Sailing sea kayaks has been part of our club's culture since before I first joined. So many people have had lots of good fun, on day trips, learning and applying another layer of skills to what is already an exhilarating way to spend a day. Out of the last seventeen years of sea kayaking, I have been sailing for sixteen years and have had nine years with my current style of sail rig. In the last ten months I have especially sought out opportunities to paddle and sail in rougher waters, sometimes solo and other times on group trips. In the last six months I have also collected a fair bit of video of these trips, with the intention of putting together some video clips to show what can be done with sea kayaks (and what a long-distance paddler or expeditionary will inevitably be out in, some time or another).

*Saturday's paddle*

From the previous Wednesday, the BOM (Bureau of Meteorology) numerical weather predictions (NWP) had been showing a developing weather pattern, which would give us a great run up the coast. On the day, the NWP predicted offshore winds inshore in the early morning to 20 knots, tending to parallel the coast by 10am, speeds of 15-20 knots and waves 2.5 to 3 metres. This was well down on our benchmark March paddle, sailing up the same section of coast, but still full of good potential as a kayak-sailing day.

*The timeline *

I ran a helmet-mounted camera for the whole trip, so I can write an exact timeline of events and analyse the progress of the group, the course we took and the changes in the conditions and details of events along the way.
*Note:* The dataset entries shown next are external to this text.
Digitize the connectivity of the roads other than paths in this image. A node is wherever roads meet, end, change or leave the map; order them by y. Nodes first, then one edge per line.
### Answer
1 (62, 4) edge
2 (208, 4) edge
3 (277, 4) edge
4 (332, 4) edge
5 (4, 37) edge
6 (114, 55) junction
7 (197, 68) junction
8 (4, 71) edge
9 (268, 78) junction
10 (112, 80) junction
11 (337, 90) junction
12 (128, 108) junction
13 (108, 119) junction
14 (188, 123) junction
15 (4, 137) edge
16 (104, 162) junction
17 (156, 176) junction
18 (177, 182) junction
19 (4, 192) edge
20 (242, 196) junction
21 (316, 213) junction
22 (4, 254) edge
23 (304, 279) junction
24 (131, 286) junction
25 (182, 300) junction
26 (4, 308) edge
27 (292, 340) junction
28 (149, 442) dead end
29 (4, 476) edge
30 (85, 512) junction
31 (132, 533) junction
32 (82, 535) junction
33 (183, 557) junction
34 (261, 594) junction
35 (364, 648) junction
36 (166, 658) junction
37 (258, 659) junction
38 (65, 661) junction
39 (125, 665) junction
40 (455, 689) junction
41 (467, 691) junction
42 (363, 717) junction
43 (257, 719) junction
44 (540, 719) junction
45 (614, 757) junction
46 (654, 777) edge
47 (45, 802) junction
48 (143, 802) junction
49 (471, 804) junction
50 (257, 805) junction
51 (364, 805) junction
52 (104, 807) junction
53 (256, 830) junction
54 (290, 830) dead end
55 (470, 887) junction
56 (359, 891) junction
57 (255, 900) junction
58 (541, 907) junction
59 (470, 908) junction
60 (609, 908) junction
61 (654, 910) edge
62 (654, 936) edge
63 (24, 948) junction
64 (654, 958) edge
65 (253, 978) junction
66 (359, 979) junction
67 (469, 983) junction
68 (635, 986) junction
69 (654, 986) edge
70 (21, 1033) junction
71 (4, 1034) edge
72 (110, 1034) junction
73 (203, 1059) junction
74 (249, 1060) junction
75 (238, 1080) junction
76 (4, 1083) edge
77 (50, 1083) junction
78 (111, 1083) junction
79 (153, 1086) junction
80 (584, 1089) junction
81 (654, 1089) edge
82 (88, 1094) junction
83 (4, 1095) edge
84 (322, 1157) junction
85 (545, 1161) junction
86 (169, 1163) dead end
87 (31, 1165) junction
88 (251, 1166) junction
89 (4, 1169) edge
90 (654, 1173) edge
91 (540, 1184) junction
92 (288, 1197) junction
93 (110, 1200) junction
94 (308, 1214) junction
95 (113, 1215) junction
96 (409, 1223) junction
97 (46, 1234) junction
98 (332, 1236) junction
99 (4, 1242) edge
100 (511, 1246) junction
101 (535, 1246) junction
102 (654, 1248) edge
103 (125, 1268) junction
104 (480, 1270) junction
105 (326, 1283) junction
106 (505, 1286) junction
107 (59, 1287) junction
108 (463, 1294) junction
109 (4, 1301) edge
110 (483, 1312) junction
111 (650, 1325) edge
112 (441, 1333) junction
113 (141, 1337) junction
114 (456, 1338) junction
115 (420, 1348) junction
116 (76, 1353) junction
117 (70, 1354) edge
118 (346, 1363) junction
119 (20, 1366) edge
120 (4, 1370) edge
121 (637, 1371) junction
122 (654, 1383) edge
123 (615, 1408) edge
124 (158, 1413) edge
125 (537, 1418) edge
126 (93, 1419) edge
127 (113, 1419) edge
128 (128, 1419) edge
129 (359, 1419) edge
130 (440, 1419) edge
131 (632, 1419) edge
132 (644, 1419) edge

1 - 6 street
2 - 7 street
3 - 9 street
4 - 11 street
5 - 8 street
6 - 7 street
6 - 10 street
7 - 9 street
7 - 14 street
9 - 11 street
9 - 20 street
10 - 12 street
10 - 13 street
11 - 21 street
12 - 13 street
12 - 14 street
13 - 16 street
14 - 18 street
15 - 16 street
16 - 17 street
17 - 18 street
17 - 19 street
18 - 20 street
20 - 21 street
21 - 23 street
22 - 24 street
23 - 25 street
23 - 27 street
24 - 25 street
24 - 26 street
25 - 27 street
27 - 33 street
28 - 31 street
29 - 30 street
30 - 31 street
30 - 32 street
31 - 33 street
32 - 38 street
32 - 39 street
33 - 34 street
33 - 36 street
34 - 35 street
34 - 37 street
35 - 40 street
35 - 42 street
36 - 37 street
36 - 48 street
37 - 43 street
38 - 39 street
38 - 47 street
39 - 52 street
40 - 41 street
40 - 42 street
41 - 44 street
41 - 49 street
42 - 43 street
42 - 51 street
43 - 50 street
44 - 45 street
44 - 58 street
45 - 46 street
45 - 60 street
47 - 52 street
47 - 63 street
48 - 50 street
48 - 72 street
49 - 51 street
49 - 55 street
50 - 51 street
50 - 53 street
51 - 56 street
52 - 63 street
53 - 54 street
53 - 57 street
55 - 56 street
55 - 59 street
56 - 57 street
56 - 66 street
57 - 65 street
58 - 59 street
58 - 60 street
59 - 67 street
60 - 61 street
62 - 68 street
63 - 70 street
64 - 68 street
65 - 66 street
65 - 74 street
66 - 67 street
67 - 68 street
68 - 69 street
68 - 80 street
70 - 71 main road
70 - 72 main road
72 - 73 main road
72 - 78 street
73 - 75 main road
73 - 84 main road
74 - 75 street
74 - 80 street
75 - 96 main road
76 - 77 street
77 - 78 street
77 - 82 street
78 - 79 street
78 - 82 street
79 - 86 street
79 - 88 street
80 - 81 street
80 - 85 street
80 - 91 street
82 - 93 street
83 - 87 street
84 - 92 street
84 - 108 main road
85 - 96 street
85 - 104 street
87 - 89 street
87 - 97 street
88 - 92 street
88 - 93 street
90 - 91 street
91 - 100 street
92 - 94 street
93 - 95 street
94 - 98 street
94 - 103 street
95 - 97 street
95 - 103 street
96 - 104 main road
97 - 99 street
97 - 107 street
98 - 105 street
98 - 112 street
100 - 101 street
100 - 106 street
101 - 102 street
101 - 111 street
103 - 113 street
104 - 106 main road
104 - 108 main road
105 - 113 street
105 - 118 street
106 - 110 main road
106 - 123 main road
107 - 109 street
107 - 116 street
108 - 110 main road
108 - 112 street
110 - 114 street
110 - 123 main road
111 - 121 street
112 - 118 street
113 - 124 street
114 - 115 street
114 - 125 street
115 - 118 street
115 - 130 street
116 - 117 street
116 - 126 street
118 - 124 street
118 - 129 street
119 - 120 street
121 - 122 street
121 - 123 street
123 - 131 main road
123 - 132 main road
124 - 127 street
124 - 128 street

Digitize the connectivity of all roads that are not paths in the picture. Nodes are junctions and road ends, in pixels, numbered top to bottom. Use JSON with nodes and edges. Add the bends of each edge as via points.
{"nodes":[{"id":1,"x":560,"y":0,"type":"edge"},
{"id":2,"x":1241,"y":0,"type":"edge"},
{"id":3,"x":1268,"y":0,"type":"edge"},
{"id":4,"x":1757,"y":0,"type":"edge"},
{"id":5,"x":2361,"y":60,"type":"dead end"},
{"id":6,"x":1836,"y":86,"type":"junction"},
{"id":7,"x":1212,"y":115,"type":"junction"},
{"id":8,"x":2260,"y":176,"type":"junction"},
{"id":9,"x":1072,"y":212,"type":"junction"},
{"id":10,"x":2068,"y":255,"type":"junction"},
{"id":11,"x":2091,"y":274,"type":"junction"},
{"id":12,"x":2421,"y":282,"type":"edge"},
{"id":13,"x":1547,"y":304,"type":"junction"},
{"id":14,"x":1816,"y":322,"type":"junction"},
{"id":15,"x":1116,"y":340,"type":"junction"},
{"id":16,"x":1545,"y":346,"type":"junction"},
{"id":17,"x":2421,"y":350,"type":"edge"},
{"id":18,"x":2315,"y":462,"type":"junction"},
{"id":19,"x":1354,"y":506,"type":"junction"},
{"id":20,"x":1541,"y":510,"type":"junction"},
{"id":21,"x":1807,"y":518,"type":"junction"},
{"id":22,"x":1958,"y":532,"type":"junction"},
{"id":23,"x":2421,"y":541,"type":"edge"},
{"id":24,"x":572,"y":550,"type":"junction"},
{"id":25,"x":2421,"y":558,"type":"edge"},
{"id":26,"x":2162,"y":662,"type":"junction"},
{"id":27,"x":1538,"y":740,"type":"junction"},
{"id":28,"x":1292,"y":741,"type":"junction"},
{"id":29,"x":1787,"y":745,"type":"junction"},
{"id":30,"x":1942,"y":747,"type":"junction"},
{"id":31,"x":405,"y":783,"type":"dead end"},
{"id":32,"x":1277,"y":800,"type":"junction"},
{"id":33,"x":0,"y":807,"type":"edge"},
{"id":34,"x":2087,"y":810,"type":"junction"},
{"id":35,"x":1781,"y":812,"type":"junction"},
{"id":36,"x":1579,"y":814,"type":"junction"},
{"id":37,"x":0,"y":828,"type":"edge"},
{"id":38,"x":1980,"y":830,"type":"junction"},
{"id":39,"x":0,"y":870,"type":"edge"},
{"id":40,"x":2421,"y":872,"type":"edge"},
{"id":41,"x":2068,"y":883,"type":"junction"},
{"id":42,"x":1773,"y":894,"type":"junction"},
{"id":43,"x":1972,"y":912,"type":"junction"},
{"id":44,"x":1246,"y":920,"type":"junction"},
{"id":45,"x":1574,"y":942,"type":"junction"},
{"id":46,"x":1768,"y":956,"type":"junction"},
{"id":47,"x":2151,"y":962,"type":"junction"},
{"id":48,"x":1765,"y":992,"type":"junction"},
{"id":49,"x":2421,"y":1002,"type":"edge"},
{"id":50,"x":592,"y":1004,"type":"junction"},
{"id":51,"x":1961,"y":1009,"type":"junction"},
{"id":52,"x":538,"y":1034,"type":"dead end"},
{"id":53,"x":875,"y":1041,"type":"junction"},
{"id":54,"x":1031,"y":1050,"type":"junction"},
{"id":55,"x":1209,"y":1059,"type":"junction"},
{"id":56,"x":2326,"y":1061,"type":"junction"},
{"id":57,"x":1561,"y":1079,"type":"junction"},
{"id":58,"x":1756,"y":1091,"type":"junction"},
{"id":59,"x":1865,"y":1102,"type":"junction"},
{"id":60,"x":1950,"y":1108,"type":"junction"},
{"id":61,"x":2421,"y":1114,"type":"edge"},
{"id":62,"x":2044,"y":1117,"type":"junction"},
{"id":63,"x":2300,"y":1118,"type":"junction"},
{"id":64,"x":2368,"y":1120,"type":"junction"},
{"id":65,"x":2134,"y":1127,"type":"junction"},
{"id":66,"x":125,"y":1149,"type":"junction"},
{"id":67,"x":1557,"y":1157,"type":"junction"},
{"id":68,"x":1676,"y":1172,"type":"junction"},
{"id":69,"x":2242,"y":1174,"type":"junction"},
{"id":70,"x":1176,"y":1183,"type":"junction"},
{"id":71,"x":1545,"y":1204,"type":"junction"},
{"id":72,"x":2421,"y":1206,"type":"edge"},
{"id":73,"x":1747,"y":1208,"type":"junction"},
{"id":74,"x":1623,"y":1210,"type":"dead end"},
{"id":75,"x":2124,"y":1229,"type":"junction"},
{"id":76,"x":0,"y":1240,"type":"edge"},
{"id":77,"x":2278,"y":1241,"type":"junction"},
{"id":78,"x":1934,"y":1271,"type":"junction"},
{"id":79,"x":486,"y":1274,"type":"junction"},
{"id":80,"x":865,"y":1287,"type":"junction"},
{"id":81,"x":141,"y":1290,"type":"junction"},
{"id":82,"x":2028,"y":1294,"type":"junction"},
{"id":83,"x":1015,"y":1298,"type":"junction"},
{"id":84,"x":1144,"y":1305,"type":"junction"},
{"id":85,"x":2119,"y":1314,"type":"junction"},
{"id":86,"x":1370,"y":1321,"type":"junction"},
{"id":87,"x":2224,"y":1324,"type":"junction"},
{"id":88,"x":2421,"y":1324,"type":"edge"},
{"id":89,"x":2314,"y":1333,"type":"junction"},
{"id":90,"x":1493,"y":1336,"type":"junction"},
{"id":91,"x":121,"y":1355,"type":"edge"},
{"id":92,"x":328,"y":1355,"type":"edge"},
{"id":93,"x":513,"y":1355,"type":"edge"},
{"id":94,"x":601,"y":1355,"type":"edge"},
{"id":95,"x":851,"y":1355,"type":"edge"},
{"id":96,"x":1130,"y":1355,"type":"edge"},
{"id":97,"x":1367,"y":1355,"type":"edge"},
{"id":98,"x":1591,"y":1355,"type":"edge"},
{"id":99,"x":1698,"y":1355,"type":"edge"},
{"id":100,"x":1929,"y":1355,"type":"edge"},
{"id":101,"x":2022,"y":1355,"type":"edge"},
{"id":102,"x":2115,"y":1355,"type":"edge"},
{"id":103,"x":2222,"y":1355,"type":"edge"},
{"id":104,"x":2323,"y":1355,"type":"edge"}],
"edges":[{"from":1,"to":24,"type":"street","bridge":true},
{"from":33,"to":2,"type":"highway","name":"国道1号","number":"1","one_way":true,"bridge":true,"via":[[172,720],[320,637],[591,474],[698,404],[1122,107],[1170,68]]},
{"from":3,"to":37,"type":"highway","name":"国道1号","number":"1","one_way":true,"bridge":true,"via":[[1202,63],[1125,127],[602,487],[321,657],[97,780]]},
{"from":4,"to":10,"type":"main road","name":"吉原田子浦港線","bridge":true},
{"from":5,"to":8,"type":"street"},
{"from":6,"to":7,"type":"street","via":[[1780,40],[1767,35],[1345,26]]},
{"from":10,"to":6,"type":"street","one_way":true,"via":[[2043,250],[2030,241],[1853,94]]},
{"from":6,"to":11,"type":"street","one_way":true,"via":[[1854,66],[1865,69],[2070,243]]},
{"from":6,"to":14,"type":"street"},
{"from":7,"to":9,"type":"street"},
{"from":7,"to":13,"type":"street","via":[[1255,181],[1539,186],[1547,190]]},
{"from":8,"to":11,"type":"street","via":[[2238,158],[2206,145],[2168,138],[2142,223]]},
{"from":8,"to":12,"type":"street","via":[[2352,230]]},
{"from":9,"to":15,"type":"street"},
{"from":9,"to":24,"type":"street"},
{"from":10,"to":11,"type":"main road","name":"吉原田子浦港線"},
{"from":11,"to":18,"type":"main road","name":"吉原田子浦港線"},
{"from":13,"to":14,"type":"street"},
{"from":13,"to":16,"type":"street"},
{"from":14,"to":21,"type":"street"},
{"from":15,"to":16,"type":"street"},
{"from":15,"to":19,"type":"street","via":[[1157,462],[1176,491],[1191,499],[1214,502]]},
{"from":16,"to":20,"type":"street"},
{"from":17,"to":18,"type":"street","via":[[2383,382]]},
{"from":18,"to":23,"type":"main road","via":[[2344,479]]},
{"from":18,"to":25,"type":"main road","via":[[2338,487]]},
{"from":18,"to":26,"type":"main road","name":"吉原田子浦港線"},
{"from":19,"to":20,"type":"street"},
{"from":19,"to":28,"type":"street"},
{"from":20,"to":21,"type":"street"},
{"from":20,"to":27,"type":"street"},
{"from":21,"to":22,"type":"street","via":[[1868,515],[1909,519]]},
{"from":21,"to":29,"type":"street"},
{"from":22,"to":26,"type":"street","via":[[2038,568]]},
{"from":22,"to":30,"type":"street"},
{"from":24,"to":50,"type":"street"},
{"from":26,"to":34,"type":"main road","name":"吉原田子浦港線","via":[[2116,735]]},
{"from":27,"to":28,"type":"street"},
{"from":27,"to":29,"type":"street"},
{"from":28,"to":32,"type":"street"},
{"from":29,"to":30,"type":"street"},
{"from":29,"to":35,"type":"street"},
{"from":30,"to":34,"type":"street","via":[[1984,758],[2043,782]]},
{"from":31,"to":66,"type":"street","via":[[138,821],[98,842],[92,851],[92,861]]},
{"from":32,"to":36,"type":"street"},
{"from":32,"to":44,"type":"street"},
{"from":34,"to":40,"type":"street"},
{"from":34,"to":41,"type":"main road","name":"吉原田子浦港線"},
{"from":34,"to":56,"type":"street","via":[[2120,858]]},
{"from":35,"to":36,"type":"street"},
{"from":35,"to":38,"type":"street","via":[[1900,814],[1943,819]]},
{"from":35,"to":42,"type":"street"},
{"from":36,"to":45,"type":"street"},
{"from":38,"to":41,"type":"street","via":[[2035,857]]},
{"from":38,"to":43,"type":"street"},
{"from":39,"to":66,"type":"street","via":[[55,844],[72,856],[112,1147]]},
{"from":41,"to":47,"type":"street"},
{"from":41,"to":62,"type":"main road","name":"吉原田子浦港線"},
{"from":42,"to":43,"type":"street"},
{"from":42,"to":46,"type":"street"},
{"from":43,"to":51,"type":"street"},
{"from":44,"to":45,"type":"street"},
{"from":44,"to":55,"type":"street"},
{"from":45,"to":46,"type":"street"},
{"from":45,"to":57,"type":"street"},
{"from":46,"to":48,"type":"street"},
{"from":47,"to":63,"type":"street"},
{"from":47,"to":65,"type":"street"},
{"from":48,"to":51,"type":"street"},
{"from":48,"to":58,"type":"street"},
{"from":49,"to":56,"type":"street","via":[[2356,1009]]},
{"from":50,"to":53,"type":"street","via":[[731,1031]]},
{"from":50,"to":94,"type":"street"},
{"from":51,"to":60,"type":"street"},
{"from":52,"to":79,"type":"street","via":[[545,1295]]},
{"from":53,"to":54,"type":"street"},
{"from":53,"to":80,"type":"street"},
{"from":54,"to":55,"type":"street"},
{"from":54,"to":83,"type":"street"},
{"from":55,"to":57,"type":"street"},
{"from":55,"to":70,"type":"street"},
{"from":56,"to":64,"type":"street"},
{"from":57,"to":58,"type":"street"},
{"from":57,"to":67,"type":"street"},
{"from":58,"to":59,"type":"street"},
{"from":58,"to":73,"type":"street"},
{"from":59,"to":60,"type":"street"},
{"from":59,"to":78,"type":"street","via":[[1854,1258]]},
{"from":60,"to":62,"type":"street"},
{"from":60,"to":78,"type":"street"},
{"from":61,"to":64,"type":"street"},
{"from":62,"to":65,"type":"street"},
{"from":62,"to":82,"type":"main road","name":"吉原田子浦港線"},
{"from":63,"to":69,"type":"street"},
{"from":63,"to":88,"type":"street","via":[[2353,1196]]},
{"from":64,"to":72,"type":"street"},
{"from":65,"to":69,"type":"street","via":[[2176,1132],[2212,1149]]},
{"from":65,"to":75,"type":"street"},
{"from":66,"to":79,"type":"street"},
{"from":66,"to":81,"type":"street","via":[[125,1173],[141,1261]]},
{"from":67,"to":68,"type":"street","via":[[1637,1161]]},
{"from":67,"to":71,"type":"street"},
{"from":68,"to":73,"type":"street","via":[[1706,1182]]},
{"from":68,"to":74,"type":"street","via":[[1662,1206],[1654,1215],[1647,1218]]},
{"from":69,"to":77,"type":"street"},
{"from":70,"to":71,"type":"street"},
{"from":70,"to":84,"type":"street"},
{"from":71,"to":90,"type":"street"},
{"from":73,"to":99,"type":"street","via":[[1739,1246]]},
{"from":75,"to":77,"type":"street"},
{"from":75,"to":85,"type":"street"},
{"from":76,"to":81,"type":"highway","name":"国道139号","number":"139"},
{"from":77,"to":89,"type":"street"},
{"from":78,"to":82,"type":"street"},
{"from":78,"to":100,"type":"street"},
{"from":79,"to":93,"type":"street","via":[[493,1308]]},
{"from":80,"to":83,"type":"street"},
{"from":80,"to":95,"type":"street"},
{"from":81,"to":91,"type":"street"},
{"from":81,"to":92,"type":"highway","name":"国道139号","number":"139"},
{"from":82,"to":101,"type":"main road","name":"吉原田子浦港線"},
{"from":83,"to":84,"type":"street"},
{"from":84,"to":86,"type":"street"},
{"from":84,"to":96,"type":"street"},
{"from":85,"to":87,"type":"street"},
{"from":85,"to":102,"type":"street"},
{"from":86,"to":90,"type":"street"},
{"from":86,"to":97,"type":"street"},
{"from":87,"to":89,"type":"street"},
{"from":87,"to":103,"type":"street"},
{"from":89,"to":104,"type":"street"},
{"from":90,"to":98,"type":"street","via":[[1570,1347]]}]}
10:53 Set out from Clontarf, light to moderate west-southwesterly

11:05 Rounded Grotto Point, set our sails. Matt's sail failed, a new fitting slipped, so we dropped into Cobblers Beach to make repairs

11:38 Back on the water, under sail, and made up for the lost ground

11:57 Reached North Head - bullets of wind were rounding North Head and there was not much south in the wind. BOM observations reflect this with North Head reading WSW at 16 knots (10-minute average), gusting to 27 knots, at midday.

11:58 Mark's new mast bent 45 degrees, a good safety feature, as it is a better option than cracking or holing the deck! We paddled for another two minutes to clear North Head, before rafting up to stow the sail. My Fox40 whistle worked well to attract Matt‟s attention, about 60 metres downwind. No other signal worked in the wind, at the time.

12:17 to 12:25 Excellent local following conditions to Bluefish Point, where we rafted up and tried to bend Mark's mast back - impossible! It might be weak enough to protect the deck, but it's too strong to fix on the water.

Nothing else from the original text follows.